気がつくと、ワイはなんか不思議な空間におった。周りはキラキラ光る無数のひもみたいなもので埋め尽くされとる。
「ここは…まさか超ひも理論の世界?」
ワイはそう思いながら、周りを見渡した。すると、遠くの方からなんか人影みたいなんが近づいてきよった。
「よう来たな」
なんと、アインシュタインやないか!白髪頭に口ひげのあのアインシュタインや!
「あ、アインシュタイン…?」
「そうや。ワイはこの超ひも理論の世界の案内人や。お前、よくぞここまで来たな」
ワイは驚きのあまり言葉を失った。アインシュタインは続けた。
「お前のなわとび、見事やった。あれはまさに、超ひも理論の本質を表しとったんや」
「えっ?あのなわとびが?」
「そうや。お前は気づかんかったかもしれんが、あのなわとびの軌跡は、11次元の動きを完璧に再現しとったんや」
ワイはますます驚いた。自分でもよくわからんことやってたのに、それが超ひも理論の核心やったんか。

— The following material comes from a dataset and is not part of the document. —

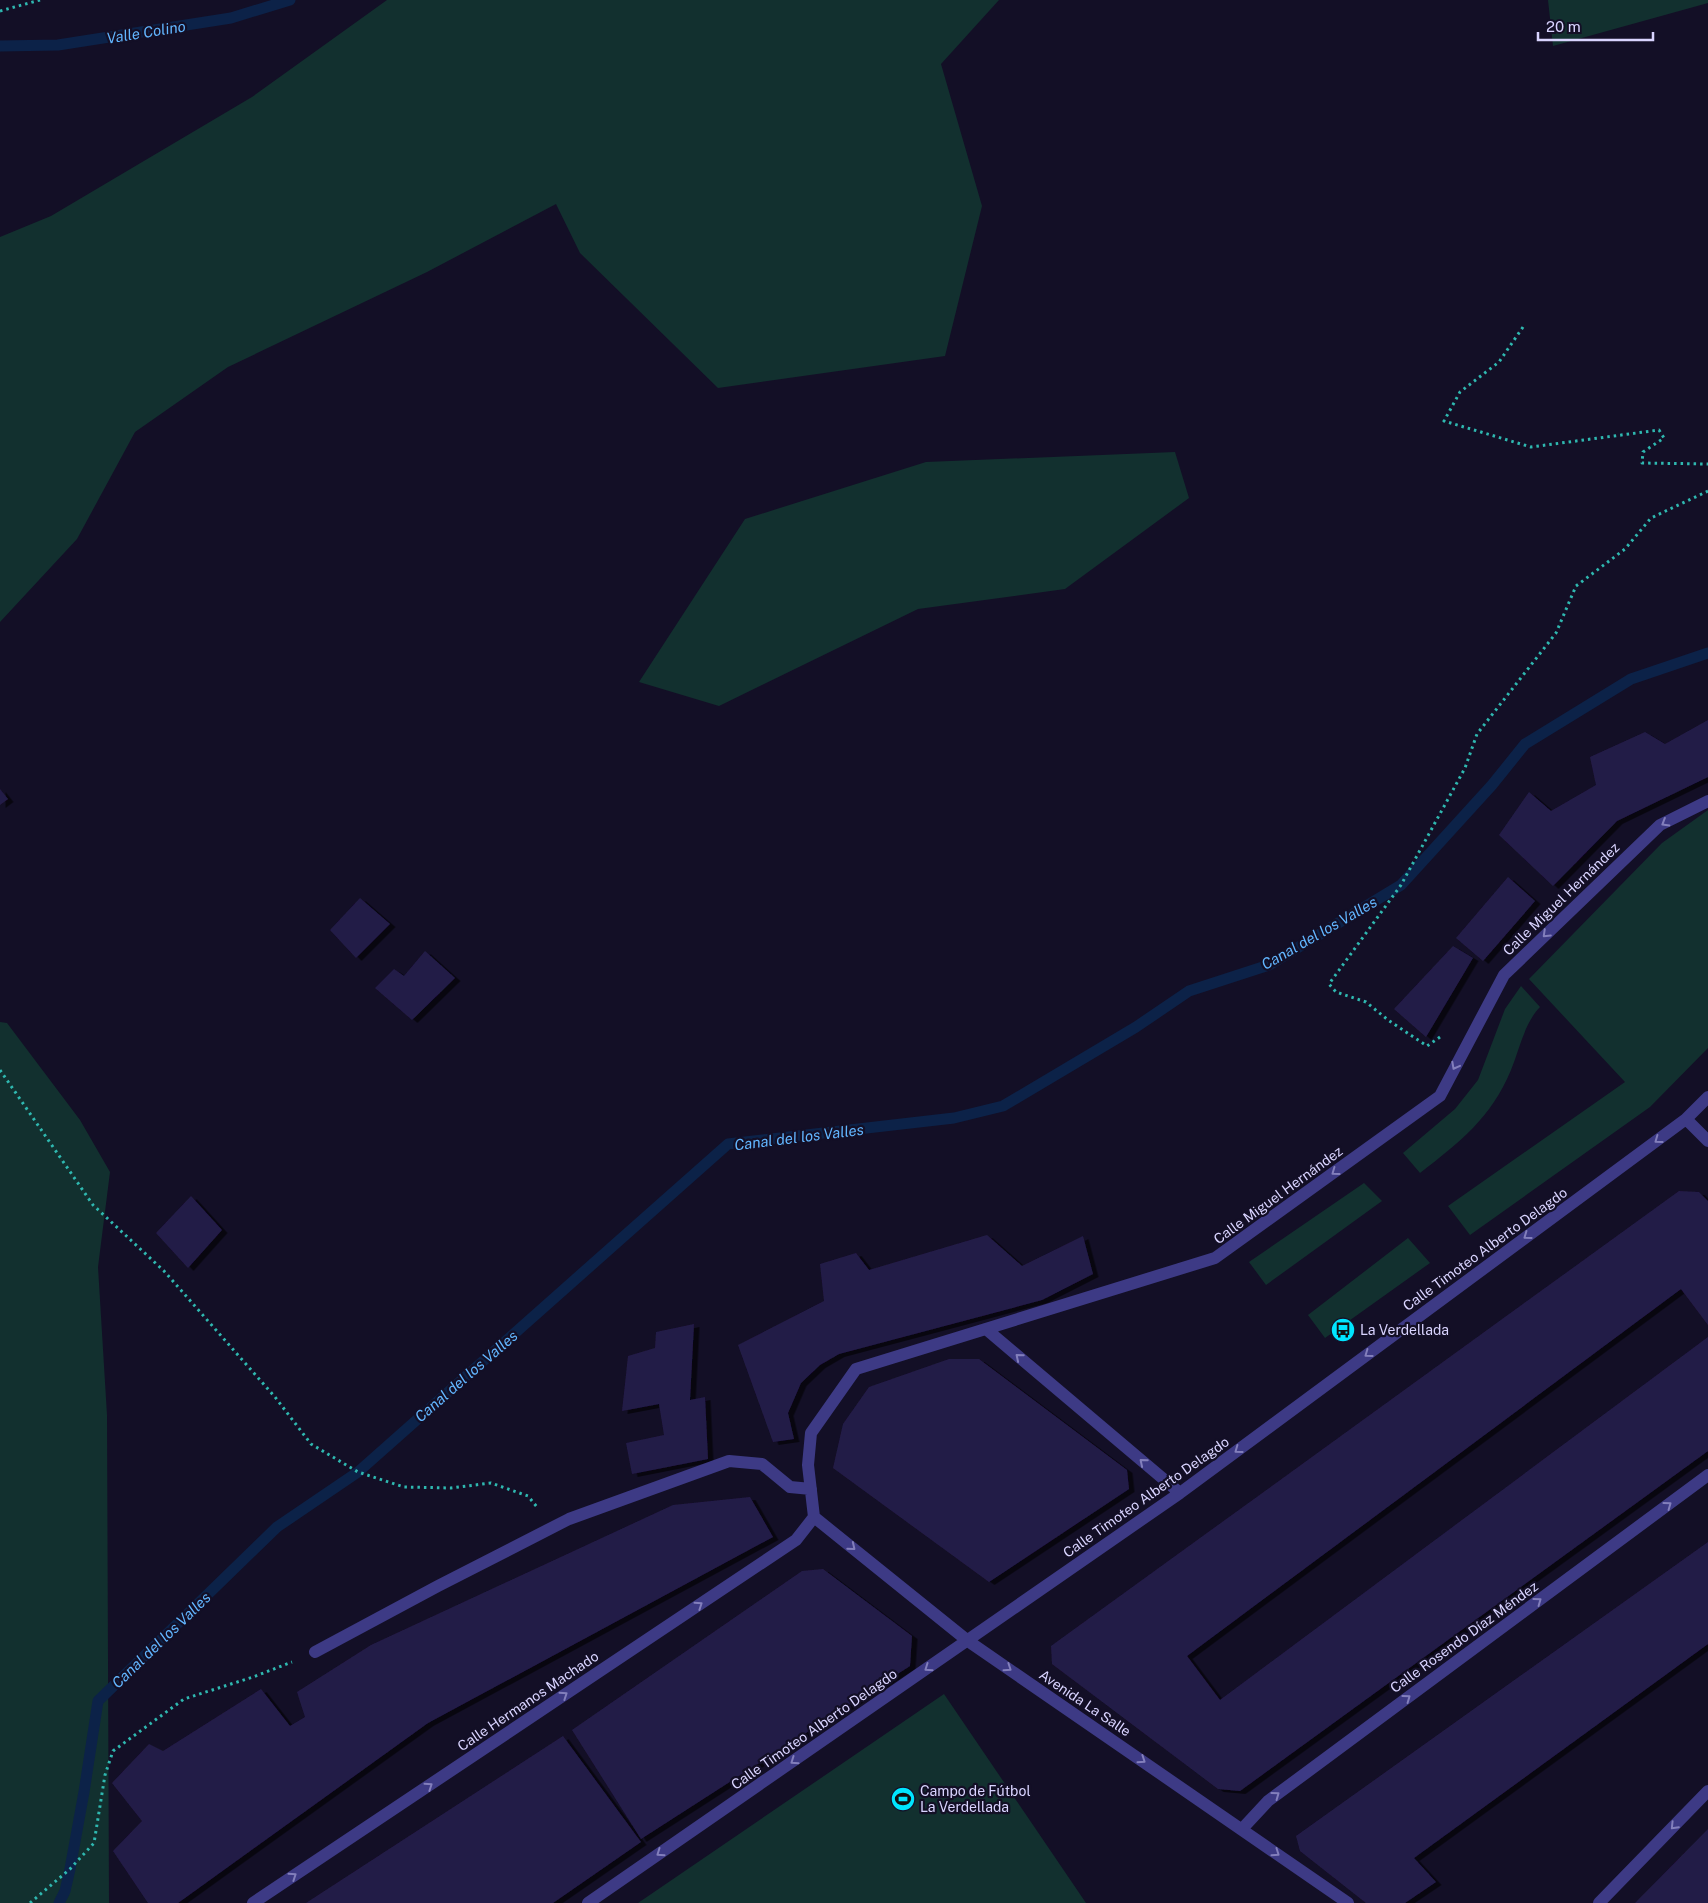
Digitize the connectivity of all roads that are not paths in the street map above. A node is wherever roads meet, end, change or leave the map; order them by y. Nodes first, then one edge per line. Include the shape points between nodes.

「ほな、ワイがこの世界のことを教えたるわ。ついて来い」
アインシュタインについていくと、まるでジェットコースターみたいに、ひもの上を滑っていくんや。
「うおおお!めっちゃ楽しいやん!」
ワイは思わず叫んだ。アインシュタインも楽しそうに笑いよった。
「な?物理学って面白いやろ?」
ひもを滑りながら、アインシュタインは色んなことを教えてくれた。重力の正体とか、時間の流れの秘密とか、宇宙誕生の瞬間のことまで。ワイは、自分が物理学をめっちゃ好きやったんやということに気づいたんや。
「ほな、そろそろ戻る時間やな」
アインシュタインがそう言うた瞬間、ワイはまた光に包まれた。
目を覚ますと、ワイはアパートの部屋で倒れとった。なわとびは床に転がっとる。時計を見ると、なわとびを始めてからたった5分しか経っとらへんかった。
「夢…やったんか?」
ワイはそう思いながら、床に転がってるなわとびを拾い上げた。その瞬間、なわとびが不思議な光を放った。
「あかん…夢やのうて本当やった…」
ワイは興奮しながら、すぐさまパソコンを開いて、超ひも理論についての論文を書き始めた。アインシュタインから教わったことを、全部書き出していく。
それから1年後、ワイの論文は物理学会で大反響を呼んだ。「なわとびで超ひも理論を証明した天才」として、ワイはノーベル賞まで受賞してもうた。
「アカン…まさかこんなことになるとは…」
ノーベル賞授賞式でスピーチするワイの隣に、誰にも見えへんアインシュタインの姿があった。
「よっしゃ、これからもなわとび頑張れよ」
アインシュタインはニヤリと笑って、消えていった。
ワイは思った。物理学って本当に面白いわ。そして、なわとびって本当にすごいわ。
これからも、ワイはなわとびで宇宙の謎に挑戦し続けるんや。